[RFC] mm/madvise: introduce MADV_POPULATE to prefault/prealloc memory

When we manage sparse memory mappings dynamically in user space - also
sometimes involving MADV_NORESERVE - we want to dynamically populate/
discard memory inside such a sparse memory region. Example users are
hypervisors (especially implementing memory ballooning or similar
technologies like virtio-mem) and memory allocators. In addition, we want
to fail in a nice way if populating does not succeed because we are out of
backend memory (which can happen easily with file-based mappings,
especially tmpfs and hugetlbfs).

While MADV_DONTNEED and FALLOC_FL_PUNCH_HOLE provide us ways to reliably
discard memory, there is no generic approach to populate ("preallocate")
memory.

Although mmap() supports MAP_POPULATE, it is not applicable to the concept
of sparse memory mappings, where we want to do populate/discard
dynamically and avoid expensive/problematic remappings. In addition,
we never actually report error during the final populate phase - it is
best-effort only.

fallocate() can be used to preallocate file-based memory and fail in a safe
way. However, it is less useful for private mappings on anonymous files
due to COW semantics. For example, using fallocate() to preallocate memory
on an anonymous memfd files that are mapped MAP_PRIVATE results in a double
memory consumption when actually writing via the mapping. In addition,
fallocate() does not actually populate page tables, so we still always
have to resolve minor faults on first access.

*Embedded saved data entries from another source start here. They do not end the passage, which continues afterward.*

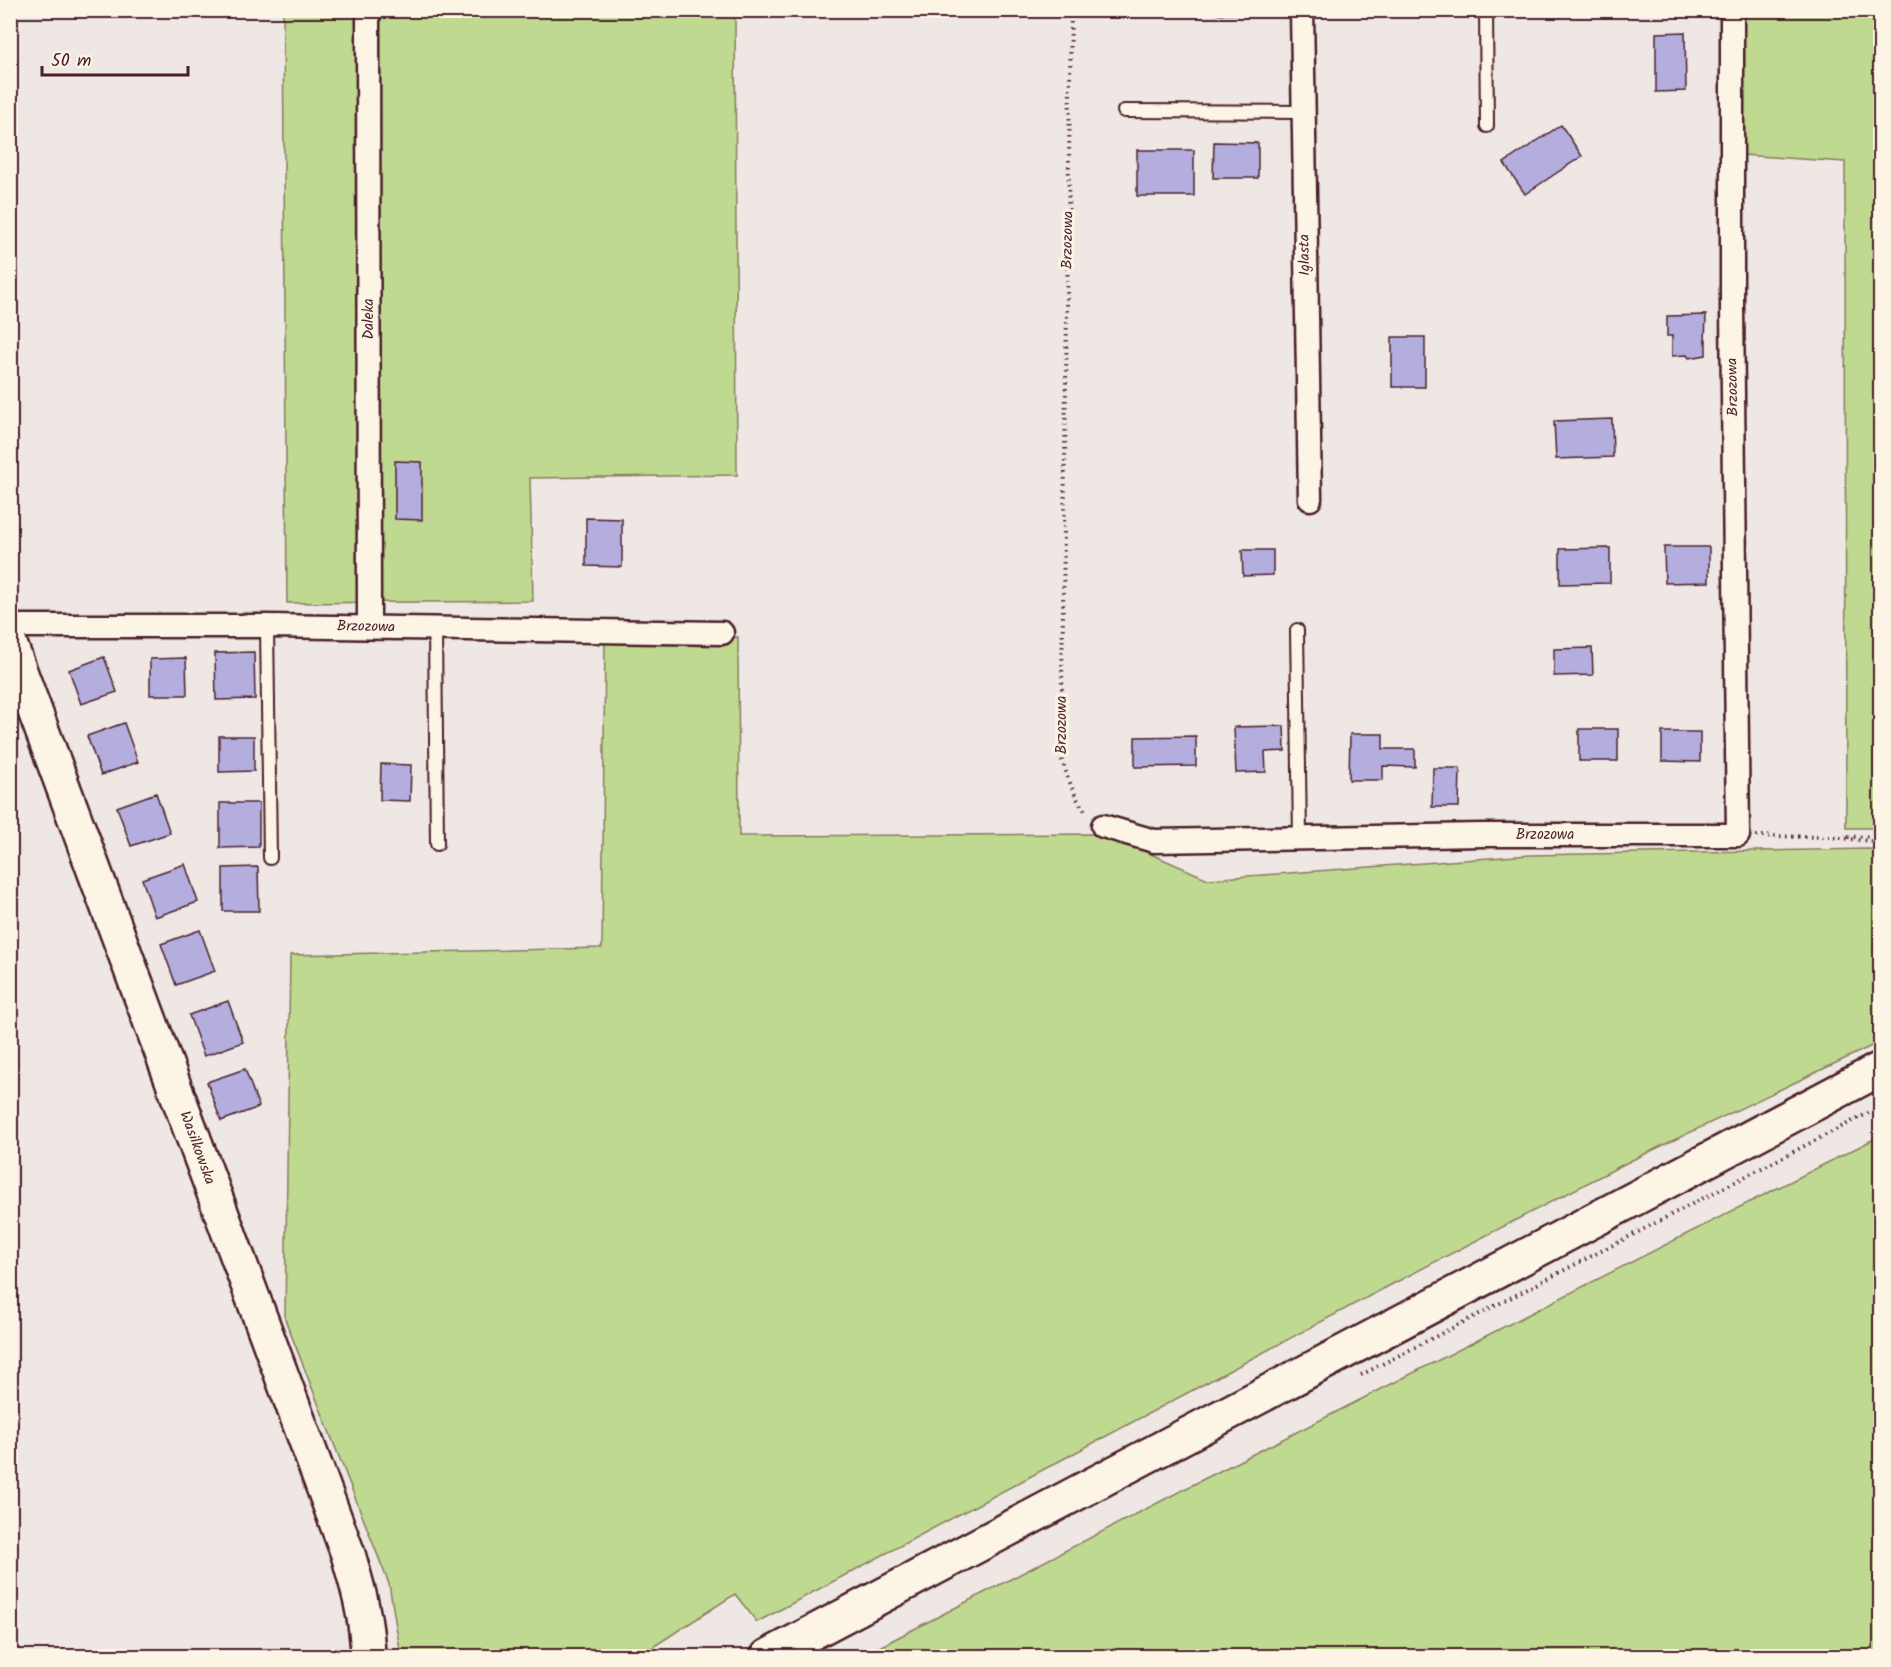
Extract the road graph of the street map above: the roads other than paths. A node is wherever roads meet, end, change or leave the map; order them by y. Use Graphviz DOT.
graph roads {
  1 [pos="368,10"];
  2 [pos="1302,10"];
  3 [pos="1486,10"];
  4 [pos="1732,10"];
  5 [pos="1124,111"];
  6 [pos="1302,112"];
  7 [pos="1487,126"];
  8 [pos="1310,499"];
  9 [pos="10,626"];
  10 [pos="267,626"];
  11 [pos="369,627"];
  12 [pos="435,628"];
  13 [pos="1297,630"];
  14 [pos="722,633"];
  15 [pos="10,644"];
  16 [pos="1103,826"];
  17 [pos="1300,838"];
  18 [pos="437,844"];
  19 [pos="270,858"];
  20 [pos="1881,1069"];
  21 [pos="368,1656"];
  22 [pos="768,1656"];
  1 -- 11 [label="street, Daleka"];
  2 -- 6 [label="street, Iglasta"];
  3 -- 7 [label="lane"];
  4 -- 17 [label="street, Brzozowa"];
  5 -- 6 [label="lane"];
  6 -- 8 [label="street, Iglasta"];
  9 -- 10 [label="street, Brzozowa"];
  10 -- 11 [label="street, Brzozowa"];
  10 -- 19 [label="lane"];
  11 -- 12 [label="street, Brzozowa"];
  12 -- 14 [label="street, Brzozowa"];
  12 -- 18 [label="lane"];
  13 -- 17 [label="lane"];
  15 -- 21 [label="main road, Wasilkowska"];
  16 -- 17 [label="street, Brzozowa"];
  20 -- 22 [label="main road"];
}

Because we don't have a proper interface, what applications
(like QEMU and databases) end up doing is touching (i.e., writing) all
individual pages. However, it requires expensive signal handling (SIGBUS);
for example, this is problematic in hypervisors like QEMU where SIGBUS
handlers might already be used by other subsystems concurrently to e.g,
handle hardware errors. "Simply" doing preallocation from another thread
is not that easy.

Let's introduce MADV_POPULATE with the following semantics
1. MADV_POPULATED does not work on PROT_NONE and special VMAs. It works
   on everything else.
2. Errors during MADV_POPULATED (especially OOM) are reported. If we hit
   hardware errors on pages, ignore them - nothing we really can or
   should do.
3. On errors during MADV_POPULATED, some memory might have been
   populated. Callers have to clean up if they care.
4. Concurrent changes to the virtual memory layour are tolerated - we
   process each and every PFN only once, though.
5. If MADV_POPULATE succeeds, all memory in the range can be accessed
   without SIGBUS. (of course, not if user space changed mappings in the
   meantime or KSM kicked in on anonymous memory).

Although sparse memory mappings are the primary use case, this will
also be useful for ordinary preallocations where MAP_POPULATE is not
desired (e.g., in QEMU, where users can trigger preallocation of
guest RAM after the mapping was created).

Looking at the history, MADV_POPULATE was already proposed in 2013 [1],
however, the main motivation back than was performance improvements
(which should also still be the case, but it's a seconary concern).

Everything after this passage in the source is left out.